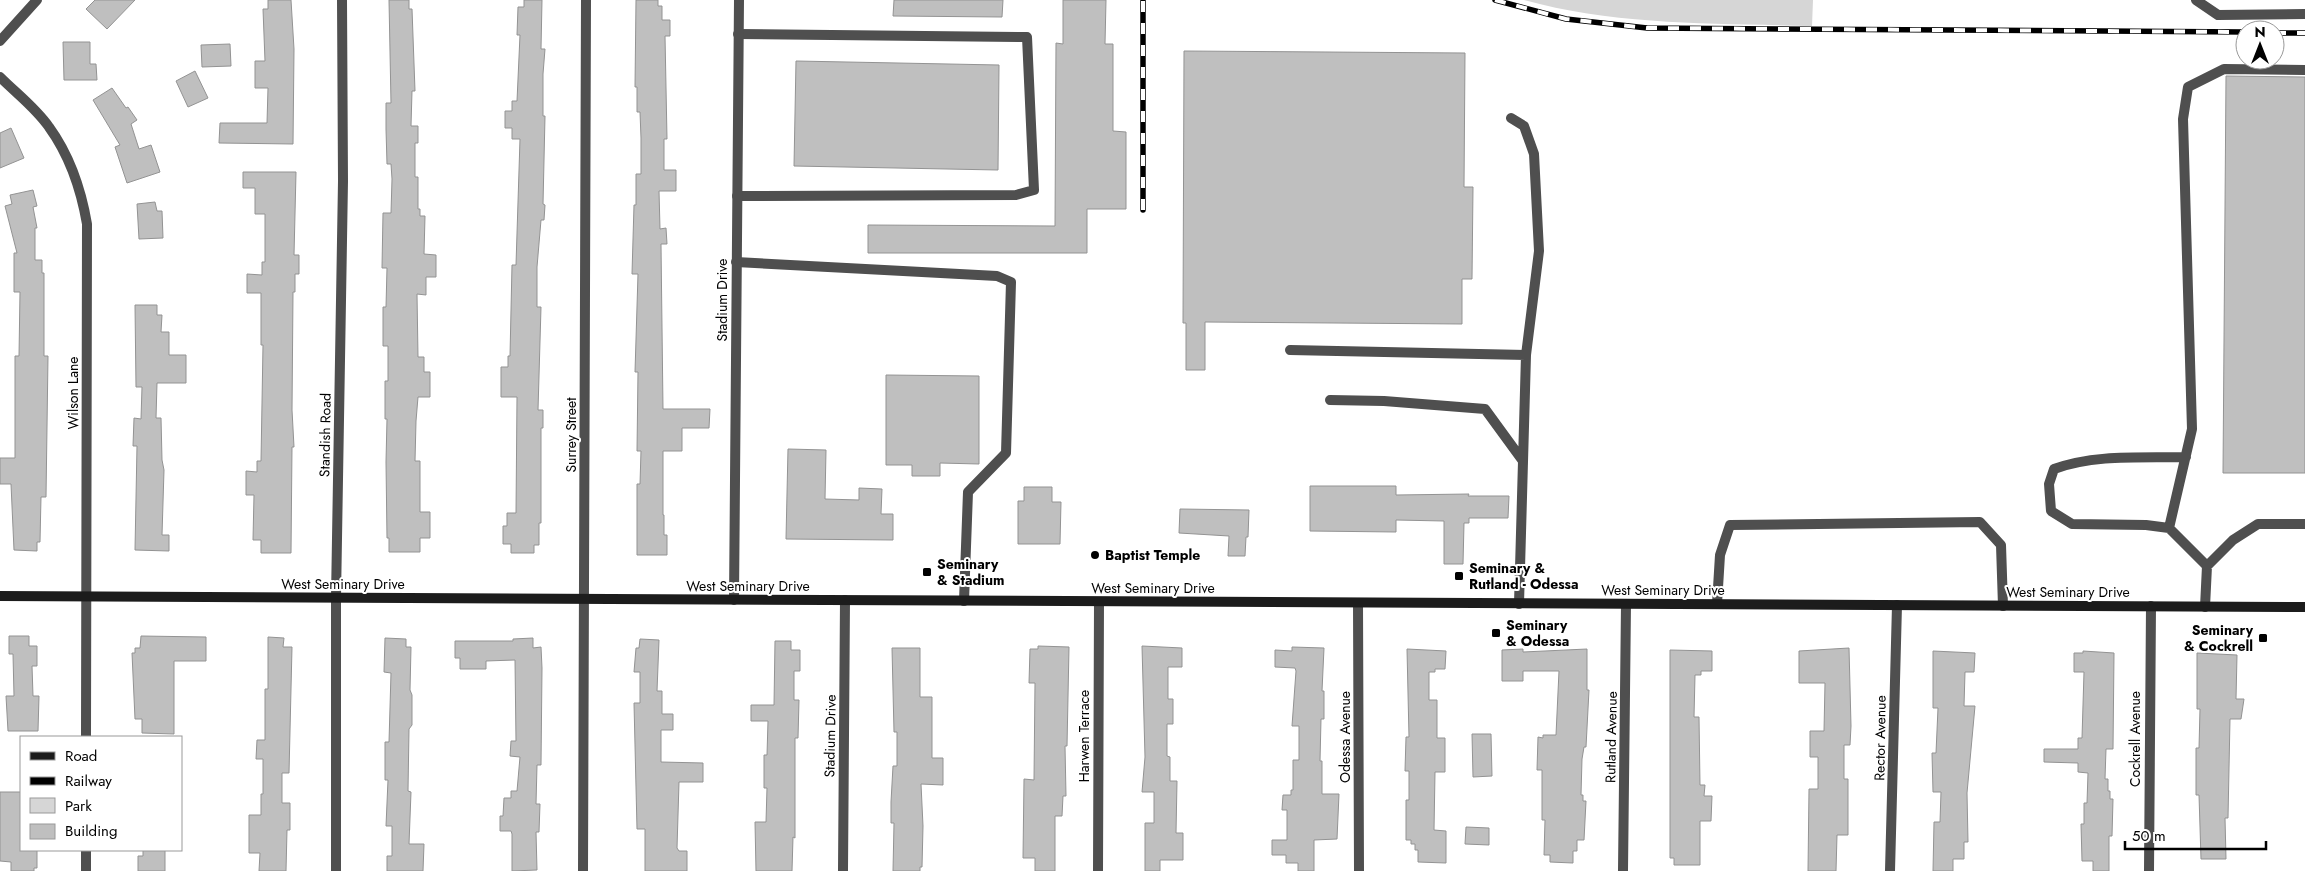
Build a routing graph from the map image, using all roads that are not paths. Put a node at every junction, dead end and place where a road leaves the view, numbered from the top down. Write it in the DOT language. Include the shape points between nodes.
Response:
graph roads {
  1 [pos="37,0"];
  2 [pos="342,0"];
  3 [pos="586,0"];
  4 [pos="739,0"];
  5 [pos="2196,0"];
  6 [pos="2305,14"];
  7 [pos="738,34"];
  8 [pos="0,41"];
  9 [pos="2305,70"];
  10 [pos="0,77"];
  11 [pos="1512,118"];
  12 [pos="737,196"];
  13 [pos="736,262"];
  14 [pos="1290,350"];
  15 [pos="1526,355"];
  16 [pos="1330,400"];
  17 [pos="2186,457"];
  18 [pos="1523,461"];
  19 [pos="2305,524"];
  20 [pos="2170,528"];
  21 [pos="2206,566"];
  22 [pos="0,596"];
  23 [pos="85,597"];
  24 [pos="336,598"];
  25 [pos="584,599"];
  26 [pos="734,600"];
  27 [pos="845,600"];
  28 [pos="964,601"];
  29 [pos="1099,602"];
  30 [pos="1358,603"];
  31 [pos="1519,604"];
  32 [pos="1626,604"];
  33 [pos="1717,604"];
  34 [pos="1896,605"];
  35 [pos="2003,606"];
  36 [pos="2151,606"];
  37 [pos="2205,607"];
  38 [pos="2305,607"];
  39 [pos="86,736"];
  40 [pos="86,851"];
  41 [pos="86,871"];
  42 [pos="336,871"];
  43 [pos="583,871"];
  44 [pos="842,871"];
  45 [pos="1098,871"];
  46 [pos="1359,871"];
  47 [pos="1623,871"];
  48 [pos="1890,871"];
  49 [pos="2149,871"];
  1 -- 8 [label="street"];
  2 -- 24 [label="street, Standish Road" via="343,181"];
  3 -- 25 [label="street, Surrey Street"];
  4 -- 7 [label="street, Stadium Drive"];
  5 -- 6 [label="street" via="2218,15"];
  7 -- 12 [label="street, Stadium Drive"];
  7 -- 12 [label="street" via="1027,37 1034,190 1016,196"];
  9 -- 17 [label="street" via="2224,69 2188,87 2183,120 2192,429"];
  10 -- 23 [label="street, Wilson Lane" via="49,125 66,153 82,193 88,224"];
  11 -- 15 [label="street" via="1524,126 1534,154 1539,251"];
  12 -- 13 [label="street, Stadium Drive"];
  13 -- 26 [label="street, Stadium Drive"];
  13 -- 28 [label="street" via="997,276 1011,282 1006,454 968,492"];
  14 -- 15 [label="street"];
  15 -- 18 [label="street"];
  16 -- 18 [label="street" via="1485,409"];
  17 -- 20 [label="street"];
  17 -- 20 [label="street" via="2108,459 2069,464 2054,469 2049,484 2051,511 2072,524"];
  18 -- 31 [label="street"];
  19 -- 21 [label="street" via="2258,524 2233,540"];
  20 -- 21 [label="street"];
  21 -- 37 [label="street"];
  22 -- 23 [label="main road, West Seminary Drive"];
  23 -- 24 [label="main road, West Seminary Drive"];
  23 -- 39 [label="street, Wilson Lane"];
  24 -- 25 [label="main road, West Seminary Drive"];
  24 -- 42 [label="street, Standish Road"];
  25 -- 26 [label="main road, West Seminary Drive"];
  25 -- 43 [label="street, Surrey Street"];
  26 -- 27 [label="main road, West Seminary Drive"];
  27 -- 28 [label="main road, West Seminary Drive"];
  27 -- 44 [label="street, Stadium Drive"];
  28 -- 29 [label="main road, West Seminary Drive"];
  29 -- 30 [label="main road, West Seminary Drive"];
  29 -- 45 [label="street, Harwen Terrace"];
  30 -- 31 [label="main road, West Seminary Drive"];
  30 -- 46 [label="street, Odessa Avenue"];
  31 -- 32 [label="main road, West Seminary Drive"];
  32 -- 33 [label="main road, West Seminary Drive"];
  32 -- 47 [label="street, Rutland Avenue"];
  33 -- 34 [label="main road, West Seminary Drive"];
  33 -- 35 [label="street" via="1720,555 1730,525 1980,522 2001,545"];
  34 -- 35 [label="main road, West Seminary Drive"];
  34 -- 48 [label="street, Rector Avenue"];
  35 -- 36 [label="main road, West Seminary Drive"];
  36 -- 37 [label="main road, West Seminary Drive"];
  36 -- 49 [label="street, Cockrell Avenue"];
  37 -- 38 [label="main road, West Seminary Drive"];
  40 -- 41 [label="street"];
}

======

■ TRY IT ■
Repeat the data word for word, excluding any image.

■ TASK RESPONSE ■
Build a routing graph from the map image, using all roads that are not paths. Put a node at every junction, dead end and place where a road leaves the view, numbered from the top down. Write it in the DOT language. Include the shape points between nodes.
Response:
graph roads {
  1 [pos="37,0"];
  2 [pos="342,0"];
  3 [pos="586,0"];
  4 [pos="739,0"];
  5 [pos="2196,0"];
  6 [pos="2305,14"];
  7 [pos="738,34"];
  8 [pos="0,41"];
  9 [pos="2305,70"];
  10 [pos="0,77"];
  11 [pos="1512,118"];
  12 [pos="737,196"];
  13 [pos="736,262"];
  14 [pos="1290,350"];
  15 [pos="1526,355"];
  16 [pos="1330,400"];
  17 [pos="2186,457"];
  18 [pos="1523,461"];
  19 [pos="2305,524"];
  20 [pos="2170,528"];
  21 [pos="2206,566"];
  22 [pos="0,596"];
  23 [pos="85,597"];
  24 [pos="336,598"];
  25 [pos="584,599"];
  26 [pos="734,600"];
  27 [pos="845,600"];
  28 [pos="964,601"];
  29 [pos="1099,602"];
  30 [pos="1358,603"];
  31 [pos="1519,604"];
  32 [pos="1626,604"];
  33 [pos="1717,604"];
  34 [pos="1896,605"];
  35 [pos="2003,606"];
  36 [pos="2151,606"];
  37 [pos="2205,607"];
  38 [pos="2305,607"];
  39 [pos="86,736"];
  40 [pos="86,851"];
  41 [pos="86,871"];
  42 [pos="336,871"];
  43 [pos="583,871"];
  44 [pos="842,871"];
  45 [pos="1098,871"];
  46 [pos="1359,871"];
  47 [pos="1623,871"];
  48 [pos="1890,871"];
  49 [pos="2149,871"];
  1 -- 8 [label="street"];
  2 -- 24 [label="street, Standish Road" via="343,181"];
  3 -- 25 [label="street, Surrey Street"];
  4 -- 7 [label="street, Stadium Drive"];
  5 -- 6 [label="street" via="2218,15"];
  7 -- 12 [label="street, Stadium Drive"];
  7 -- 12 [label="street" via="1027,37 1034,190 1016,196"];
  9 -- 17 [label="street" via="2224,69 2188,87 2183,120 2192,429"];
  10 -- 23 [label="street, Wilson Lane" via="49,125 66,153 82,193 88,224"];
  11 -- 15 [label="street" via="1524,126 1534,154 1539,251"];
  12 -- 13 [label="street, Stadium Drive"];
  13 -- 26 [label="street, Stadium Drive"];
  13 -- 28 [label="street" via="997,276 1011,282 1006,454 968,492"];
  14 -- 15 [label="street"];
  15 -- 18 [label="street"];
  16 -- 18 [label="street" via="1485,409"];
  17 -- 20 [label="street"];
  17 -- 20 [label="street" via="2108,459 2069,464 2054,469 2049,484 2051,511 2072,524"];
  18 -- 31 [label="street"];
  19 -- 21 [label="street" via="2258,524 2233,540"];
  20 -- 21 [label="street"];
  21 -- 37 [label="street"];
  22 -- 23 [label="main road, West Seminary Drive"];
  23 -- 24 [label="main road, West Seminary Drive"];
  23 -- 39 [label="street, Wilson Lane"];
  24 -- 25 [label="main road, West Seminary Drive"];
  24 -- 42 [label="street, Standish Road"];
  25 -- 26 [label="main road, West Seminary Drive"];
  25 -- 43 [label="street, Surrey Street"];
  26 -- 27 [label="main road, West Seminary Drive"];
  27 -- 28 [label="main road, West Seminary Drive"];
  27 -- 44 [label="street, Stadium Drive"];
  28 -- 29 [label="main road, West Seminary Drive"];
  29 -- 30 [label="main road, West Seminary Drive"];
  29 -- 45 [label="street, Harwen Terrace"];
  30 -- 31 [label="main road, West Seminary Drive"];
  30 -- 46 [label="street, Odessa Avenue"];
  31 -- 32 [label="main road, West Seminary Drive"];
  32 -- 33 [label="main road, West Seminary Drive"];
  32 -- 47 [label="street, Rutland Avenue"];
  33 -- 34 [label="main road, West Seminary Drive"];
  33 -- 35 [label="street" via="1720,555 1730,525 1980,522 2001,545"];
  34 -- 35 [label="main road, West Seminary Drive"];
  34 -- 48 [label="street, Rector Avenue"];
  35 -- 36 [label="main road, West Seminary Drive"];
  36 -- 37 [label="main road, West Seminary Drive"];
  36 -- 49 [label="street, Cockrell Avenue"];
  37 -- 38 [label="main road, West Seminary Drive"];
  40 -- 41 [label="street"];
}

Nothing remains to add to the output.